The ministry of local government recently commissioned an investigating team, led by Ignatius Chombo’s deputy, Joel Biggie Matiza, to make recommendations on the way forward.
Residents and other stakeholders were assured by the ministry that the findings of the team and recommendations would be released by the end of November 2013, but nothing has materialised.
According to Mutoti, the uncertainty has stalled the local authority’s activities, as it was unable to plan ahead without the findings of the team.
“Delays regarding the release of the report are counter productive as council is not in a position to implement its plans and projects in the absence of the outcome of the investigations. Even council management is in a dilemma, since it cannot move an inch in the darkness,” Mutoti said.
The chair of Chitungwiza Communities Point Trust, Alice Kuvheya, said the lack of a report had created a vacuum, which gave space to worrying rumours that most of the identified illegal structures would be pulled down this rainy season.
People whose houses were to be demolished were naturally very anxious. Kuvheya said government should realise that the residents of Chitungwiza and Seke had the right to know the outcome of the investigations. She expressed concern at the exclusion of residents from the investigating team.

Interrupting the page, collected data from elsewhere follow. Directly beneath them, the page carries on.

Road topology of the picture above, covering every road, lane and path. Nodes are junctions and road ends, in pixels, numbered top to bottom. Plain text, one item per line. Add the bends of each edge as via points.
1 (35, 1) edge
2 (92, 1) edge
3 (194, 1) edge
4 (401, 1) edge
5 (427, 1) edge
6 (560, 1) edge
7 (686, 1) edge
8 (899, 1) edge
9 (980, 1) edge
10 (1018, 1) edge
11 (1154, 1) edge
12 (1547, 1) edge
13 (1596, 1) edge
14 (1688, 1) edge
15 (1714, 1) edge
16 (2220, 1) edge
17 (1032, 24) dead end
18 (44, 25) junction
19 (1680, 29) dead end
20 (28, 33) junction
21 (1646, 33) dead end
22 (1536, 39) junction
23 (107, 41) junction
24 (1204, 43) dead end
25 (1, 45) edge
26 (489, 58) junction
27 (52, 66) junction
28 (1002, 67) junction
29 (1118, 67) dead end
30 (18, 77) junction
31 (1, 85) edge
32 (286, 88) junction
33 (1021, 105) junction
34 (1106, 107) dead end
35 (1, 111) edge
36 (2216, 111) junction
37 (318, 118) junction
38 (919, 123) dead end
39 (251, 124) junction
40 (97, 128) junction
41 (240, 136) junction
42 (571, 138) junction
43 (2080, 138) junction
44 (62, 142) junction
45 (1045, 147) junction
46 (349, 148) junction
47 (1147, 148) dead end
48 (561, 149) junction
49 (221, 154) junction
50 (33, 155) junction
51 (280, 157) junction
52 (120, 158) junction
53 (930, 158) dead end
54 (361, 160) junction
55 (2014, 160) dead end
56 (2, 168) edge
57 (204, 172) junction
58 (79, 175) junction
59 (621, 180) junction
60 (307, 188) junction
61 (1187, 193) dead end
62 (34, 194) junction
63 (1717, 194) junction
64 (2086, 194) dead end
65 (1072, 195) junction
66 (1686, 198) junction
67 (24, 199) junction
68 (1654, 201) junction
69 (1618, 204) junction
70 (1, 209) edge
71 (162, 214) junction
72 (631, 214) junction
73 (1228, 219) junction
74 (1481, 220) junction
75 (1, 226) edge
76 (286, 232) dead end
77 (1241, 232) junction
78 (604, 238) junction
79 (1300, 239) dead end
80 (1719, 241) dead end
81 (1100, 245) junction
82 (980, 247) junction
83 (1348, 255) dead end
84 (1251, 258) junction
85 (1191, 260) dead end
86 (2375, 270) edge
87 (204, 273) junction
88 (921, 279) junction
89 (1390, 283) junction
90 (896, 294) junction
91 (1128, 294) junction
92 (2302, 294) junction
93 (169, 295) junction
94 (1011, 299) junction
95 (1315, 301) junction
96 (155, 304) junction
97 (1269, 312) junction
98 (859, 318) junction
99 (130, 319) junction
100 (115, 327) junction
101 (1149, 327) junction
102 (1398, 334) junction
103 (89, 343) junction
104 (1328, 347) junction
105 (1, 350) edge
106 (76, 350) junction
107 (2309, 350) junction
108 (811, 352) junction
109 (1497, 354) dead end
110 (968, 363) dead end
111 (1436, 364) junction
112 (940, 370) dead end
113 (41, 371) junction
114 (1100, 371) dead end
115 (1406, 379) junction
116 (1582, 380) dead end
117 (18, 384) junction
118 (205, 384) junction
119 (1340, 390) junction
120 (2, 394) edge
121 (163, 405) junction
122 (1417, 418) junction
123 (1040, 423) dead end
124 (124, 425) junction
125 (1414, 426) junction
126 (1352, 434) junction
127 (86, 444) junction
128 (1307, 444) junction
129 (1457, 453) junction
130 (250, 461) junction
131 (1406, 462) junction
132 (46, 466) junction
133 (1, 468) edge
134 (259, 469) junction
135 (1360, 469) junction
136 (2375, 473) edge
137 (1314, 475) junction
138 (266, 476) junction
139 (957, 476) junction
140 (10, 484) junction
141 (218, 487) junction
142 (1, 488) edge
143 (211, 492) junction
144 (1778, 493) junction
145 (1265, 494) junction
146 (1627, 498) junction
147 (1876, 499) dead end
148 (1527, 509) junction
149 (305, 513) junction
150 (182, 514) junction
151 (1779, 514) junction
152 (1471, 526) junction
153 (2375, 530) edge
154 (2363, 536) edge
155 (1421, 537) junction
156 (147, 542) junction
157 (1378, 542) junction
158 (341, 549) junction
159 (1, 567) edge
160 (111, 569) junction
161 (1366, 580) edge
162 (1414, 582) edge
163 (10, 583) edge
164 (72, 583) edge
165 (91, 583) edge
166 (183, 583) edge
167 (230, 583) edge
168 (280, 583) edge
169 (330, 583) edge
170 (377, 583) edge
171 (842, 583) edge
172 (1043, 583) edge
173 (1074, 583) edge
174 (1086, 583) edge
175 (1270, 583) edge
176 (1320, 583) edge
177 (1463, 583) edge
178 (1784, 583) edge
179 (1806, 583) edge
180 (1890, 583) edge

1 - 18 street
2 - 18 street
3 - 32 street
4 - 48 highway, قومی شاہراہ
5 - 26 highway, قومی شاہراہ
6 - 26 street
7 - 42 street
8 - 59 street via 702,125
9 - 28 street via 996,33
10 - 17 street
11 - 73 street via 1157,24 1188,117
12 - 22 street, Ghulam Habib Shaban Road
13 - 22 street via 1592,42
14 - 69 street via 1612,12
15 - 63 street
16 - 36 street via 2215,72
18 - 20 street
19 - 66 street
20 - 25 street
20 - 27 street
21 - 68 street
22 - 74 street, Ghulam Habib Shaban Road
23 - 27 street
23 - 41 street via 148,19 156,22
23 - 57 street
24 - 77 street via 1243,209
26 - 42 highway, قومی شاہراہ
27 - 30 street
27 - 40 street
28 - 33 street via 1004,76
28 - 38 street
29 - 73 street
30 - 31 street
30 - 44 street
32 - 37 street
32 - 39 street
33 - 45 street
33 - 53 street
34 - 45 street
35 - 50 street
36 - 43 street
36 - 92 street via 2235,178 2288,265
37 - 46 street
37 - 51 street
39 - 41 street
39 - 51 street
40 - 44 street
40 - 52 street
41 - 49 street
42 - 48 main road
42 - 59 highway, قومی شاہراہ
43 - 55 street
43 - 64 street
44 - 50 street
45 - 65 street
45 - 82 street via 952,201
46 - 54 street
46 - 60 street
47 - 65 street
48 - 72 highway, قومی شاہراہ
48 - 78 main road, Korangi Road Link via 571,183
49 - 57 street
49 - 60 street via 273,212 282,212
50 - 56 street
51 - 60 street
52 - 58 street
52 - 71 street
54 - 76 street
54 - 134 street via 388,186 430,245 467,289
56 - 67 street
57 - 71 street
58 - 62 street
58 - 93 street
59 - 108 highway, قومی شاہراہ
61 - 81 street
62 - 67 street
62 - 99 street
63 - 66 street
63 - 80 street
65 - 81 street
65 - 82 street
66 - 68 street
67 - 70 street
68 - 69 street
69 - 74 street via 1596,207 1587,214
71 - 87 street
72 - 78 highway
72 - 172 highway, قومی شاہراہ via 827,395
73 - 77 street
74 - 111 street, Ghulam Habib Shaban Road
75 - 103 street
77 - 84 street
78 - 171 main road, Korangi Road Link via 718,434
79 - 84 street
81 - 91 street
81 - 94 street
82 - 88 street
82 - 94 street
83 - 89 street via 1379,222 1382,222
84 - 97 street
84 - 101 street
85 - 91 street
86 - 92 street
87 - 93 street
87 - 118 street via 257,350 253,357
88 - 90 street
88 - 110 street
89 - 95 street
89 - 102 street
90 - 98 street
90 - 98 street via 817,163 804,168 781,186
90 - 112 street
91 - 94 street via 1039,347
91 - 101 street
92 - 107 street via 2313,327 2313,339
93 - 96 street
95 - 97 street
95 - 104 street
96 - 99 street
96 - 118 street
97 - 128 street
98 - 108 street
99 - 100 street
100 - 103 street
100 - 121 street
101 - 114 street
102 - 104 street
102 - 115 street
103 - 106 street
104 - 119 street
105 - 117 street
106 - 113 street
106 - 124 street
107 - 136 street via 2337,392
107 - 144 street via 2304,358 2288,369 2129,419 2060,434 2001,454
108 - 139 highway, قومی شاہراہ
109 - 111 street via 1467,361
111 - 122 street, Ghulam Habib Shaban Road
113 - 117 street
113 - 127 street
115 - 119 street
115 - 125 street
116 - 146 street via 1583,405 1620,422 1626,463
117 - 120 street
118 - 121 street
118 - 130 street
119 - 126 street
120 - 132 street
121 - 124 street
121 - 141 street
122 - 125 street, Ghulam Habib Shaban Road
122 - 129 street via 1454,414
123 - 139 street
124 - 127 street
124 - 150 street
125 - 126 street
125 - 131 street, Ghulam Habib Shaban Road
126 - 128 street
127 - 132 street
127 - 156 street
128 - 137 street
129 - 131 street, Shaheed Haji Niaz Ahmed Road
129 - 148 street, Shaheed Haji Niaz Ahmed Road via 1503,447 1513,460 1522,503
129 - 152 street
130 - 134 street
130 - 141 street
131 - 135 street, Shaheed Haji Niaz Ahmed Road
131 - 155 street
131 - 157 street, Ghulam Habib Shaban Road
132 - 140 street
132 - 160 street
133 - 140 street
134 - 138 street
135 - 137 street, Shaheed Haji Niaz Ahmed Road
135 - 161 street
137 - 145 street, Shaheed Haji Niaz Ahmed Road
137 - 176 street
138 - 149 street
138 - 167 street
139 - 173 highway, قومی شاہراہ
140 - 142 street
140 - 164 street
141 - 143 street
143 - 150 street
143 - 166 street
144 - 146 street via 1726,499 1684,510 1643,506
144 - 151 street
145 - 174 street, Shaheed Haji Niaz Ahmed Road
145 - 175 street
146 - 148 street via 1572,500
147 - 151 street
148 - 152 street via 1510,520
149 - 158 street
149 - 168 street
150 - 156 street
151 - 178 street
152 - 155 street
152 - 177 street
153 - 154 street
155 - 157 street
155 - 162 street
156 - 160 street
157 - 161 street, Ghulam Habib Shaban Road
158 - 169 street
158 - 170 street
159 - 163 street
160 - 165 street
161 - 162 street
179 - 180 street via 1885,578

“Whatever the recommendati-ons of the report, residents will fight against any demolition, since one wrong cannot be corrected with another wrong,” Kuvheya said. More than 10,000 houses were described as illegal by Chombo’s offices and will be demolished if the investigating team gets its way.
Matiza told residents of Chitungwiza and Seke that government would not accommodate illegality and all structures constructed without the authority of the local authority would be pulled down.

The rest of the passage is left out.